Material for the task =
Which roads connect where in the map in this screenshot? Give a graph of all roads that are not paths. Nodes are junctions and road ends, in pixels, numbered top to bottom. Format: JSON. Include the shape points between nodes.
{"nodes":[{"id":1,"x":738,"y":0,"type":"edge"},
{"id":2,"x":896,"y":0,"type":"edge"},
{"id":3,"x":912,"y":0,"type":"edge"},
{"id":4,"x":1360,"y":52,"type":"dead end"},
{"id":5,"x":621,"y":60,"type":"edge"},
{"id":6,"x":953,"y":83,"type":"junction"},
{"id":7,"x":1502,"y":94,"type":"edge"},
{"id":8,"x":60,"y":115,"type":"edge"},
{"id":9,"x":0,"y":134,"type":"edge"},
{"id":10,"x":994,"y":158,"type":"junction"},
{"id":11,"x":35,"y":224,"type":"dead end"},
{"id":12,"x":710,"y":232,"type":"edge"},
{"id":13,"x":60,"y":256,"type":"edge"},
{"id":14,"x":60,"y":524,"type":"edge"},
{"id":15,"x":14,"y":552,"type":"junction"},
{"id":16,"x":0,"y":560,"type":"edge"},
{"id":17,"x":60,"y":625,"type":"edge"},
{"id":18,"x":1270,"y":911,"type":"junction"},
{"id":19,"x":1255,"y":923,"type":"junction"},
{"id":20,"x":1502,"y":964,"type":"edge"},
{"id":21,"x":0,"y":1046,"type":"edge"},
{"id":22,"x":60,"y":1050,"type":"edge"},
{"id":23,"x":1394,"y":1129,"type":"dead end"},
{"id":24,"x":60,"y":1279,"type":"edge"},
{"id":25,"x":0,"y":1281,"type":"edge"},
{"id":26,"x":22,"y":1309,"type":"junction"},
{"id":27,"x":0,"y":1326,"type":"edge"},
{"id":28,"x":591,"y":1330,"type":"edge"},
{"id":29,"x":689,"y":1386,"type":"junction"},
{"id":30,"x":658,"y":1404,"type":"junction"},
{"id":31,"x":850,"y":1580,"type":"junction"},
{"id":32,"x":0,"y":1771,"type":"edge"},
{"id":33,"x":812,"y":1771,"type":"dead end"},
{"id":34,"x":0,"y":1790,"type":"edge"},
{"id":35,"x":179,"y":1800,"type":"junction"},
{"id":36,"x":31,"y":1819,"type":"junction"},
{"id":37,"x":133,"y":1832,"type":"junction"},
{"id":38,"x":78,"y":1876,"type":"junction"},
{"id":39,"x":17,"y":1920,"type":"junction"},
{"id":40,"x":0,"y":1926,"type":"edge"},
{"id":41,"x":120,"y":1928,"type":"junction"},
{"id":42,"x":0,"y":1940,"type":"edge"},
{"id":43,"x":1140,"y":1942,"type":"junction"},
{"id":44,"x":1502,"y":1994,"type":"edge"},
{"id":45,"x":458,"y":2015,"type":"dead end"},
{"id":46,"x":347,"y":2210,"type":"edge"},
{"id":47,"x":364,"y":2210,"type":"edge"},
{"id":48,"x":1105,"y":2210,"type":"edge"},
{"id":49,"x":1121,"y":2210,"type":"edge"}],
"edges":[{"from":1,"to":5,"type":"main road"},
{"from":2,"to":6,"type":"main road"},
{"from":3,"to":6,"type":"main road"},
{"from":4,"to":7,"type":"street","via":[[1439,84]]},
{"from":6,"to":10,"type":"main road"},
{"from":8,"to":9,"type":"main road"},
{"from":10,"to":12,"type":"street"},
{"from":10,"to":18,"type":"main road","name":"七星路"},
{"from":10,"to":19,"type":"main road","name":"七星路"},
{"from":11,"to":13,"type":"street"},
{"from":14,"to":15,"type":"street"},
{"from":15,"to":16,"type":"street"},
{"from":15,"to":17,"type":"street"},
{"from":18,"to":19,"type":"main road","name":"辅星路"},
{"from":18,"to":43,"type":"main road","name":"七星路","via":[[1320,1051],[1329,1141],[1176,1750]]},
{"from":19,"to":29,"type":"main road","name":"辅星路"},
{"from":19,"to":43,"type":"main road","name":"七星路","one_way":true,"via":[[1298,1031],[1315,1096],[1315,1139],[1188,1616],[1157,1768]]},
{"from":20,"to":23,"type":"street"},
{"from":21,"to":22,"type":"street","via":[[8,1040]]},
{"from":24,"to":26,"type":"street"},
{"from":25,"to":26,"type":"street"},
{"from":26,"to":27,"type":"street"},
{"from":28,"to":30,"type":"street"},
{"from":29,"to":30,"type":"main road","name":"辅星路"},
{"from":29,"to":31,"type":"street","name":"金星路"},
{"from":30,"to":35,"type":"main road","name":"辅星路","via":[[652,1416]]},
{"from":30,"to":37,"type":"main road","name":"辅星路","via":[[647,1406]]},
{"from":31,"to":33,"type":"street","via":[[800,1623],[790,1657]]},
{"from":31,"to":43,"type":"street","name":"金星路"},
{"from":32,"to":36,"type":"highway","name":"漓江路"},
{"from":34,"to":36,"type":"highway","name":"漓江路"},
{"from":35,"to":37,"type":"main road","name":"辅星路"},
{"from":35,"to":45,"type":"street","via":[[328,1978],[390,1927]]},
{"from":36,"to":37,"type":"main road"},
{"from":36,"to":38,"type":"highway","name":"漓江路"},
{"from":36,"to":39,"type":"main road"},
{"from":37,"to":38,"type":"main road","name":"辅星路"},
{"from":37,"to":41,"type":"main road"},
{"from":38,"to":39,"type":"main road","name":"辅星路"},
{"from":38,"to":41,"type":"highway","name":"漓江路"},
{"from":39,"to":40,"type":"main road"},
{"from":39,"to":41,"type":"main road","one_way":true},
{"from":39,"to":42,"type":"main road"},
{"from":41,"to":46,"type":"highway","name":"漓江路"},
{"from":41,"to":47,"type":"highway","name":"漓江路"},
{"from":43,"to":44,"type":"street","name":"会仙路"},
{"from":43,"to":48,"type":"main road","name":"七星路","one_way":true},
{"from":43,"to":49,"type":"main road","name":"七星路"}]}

Requirement = Lines in the material above that contain "dead": how many are there? Reply with the number only.

Result of the exercise = 5